Problem details: Please reproduce the listing in its entirety, exactly as written, but without images.

Supplied material:
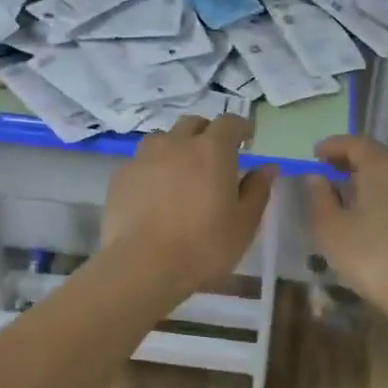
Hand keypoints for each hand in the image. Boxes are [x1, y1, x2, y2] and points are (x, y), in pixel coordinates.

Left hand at [101, 115, 275, 297]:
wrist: (142, 265)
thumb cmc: (203, 246)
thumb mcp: (244, 224)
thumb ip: (257, 190)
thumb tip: (266, 168)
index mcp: (212, 150)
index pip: (229, 122)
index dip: (240, 129)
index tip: (246, 142)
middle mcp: (176, 143)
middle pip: (193, 124)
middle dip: (207, 134)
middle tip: (214, 158)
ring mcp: (144, 157)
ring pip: (163, 139)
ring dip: (176, 148)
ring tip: (180, 173)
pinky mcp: (121, 176)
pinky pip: (141, 162)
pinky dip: (152, 169)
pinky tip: (154, 195)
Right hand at [304, 136, 387, 325]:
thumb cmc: (373, 257)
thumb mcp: (331, 228)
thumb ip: (319, 197)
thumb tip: (318, 177)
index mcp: (384, 167)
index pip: (355, 143)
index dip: (332, 146)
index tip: (314, 154)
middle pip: (377, 157)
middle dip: (350, 163)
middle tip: (327, 175)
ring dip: (369, 180)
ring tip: (347, 198)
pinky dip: (386, 195)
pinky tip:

Answer for the task:
Hand keypoints for each hand in the image. Boxes are [x1, y1, x2, y2] and points are (x, y), in pixel coordinates.

Left hand at [101, 115, 275, 297]:
wrist: (142, 265)
thumb cmc: (203, 246)
thumb mcp: (244, 224)
thumb ip: (257, 190)
thumb tip: (266, 168)
index mcp: (212, 150)
index pip: (229, 122)
index dip: (240, 129)
index tip: (246, 142)
middle mcp: (176, 143)
middle pip: (193, 124)
middle dip: (207, 134)
middle tip: (214, 158)
ring mcp: (144, 157)
ring pip: (163, 139)
ring dip: (176, 148)
ring tip: (180, 173)
pinky mcp: (121, 176)
pinky pip: (141, 162)
pinky dip: (152, 169)
pinky tip: (154, 195)
Right hand at [304, 136, 387, 325]:
thumb cmc: (373, 257)
thumb mcp: (331, 228)
thumb ip: (319, 197)
thumb tip: (318, 177)
index mcp: (384, 167)
index pip: (355, 143)
index dip: (332, 146)
index tip: (314, 154)
middle pip: (377, 157)
middle dip: (350, 163)
middle tip: (327, 175)
ring dip: (369, 180)
ring tip: (347, 198)
pinky dip: (386, 195)
pinky tip:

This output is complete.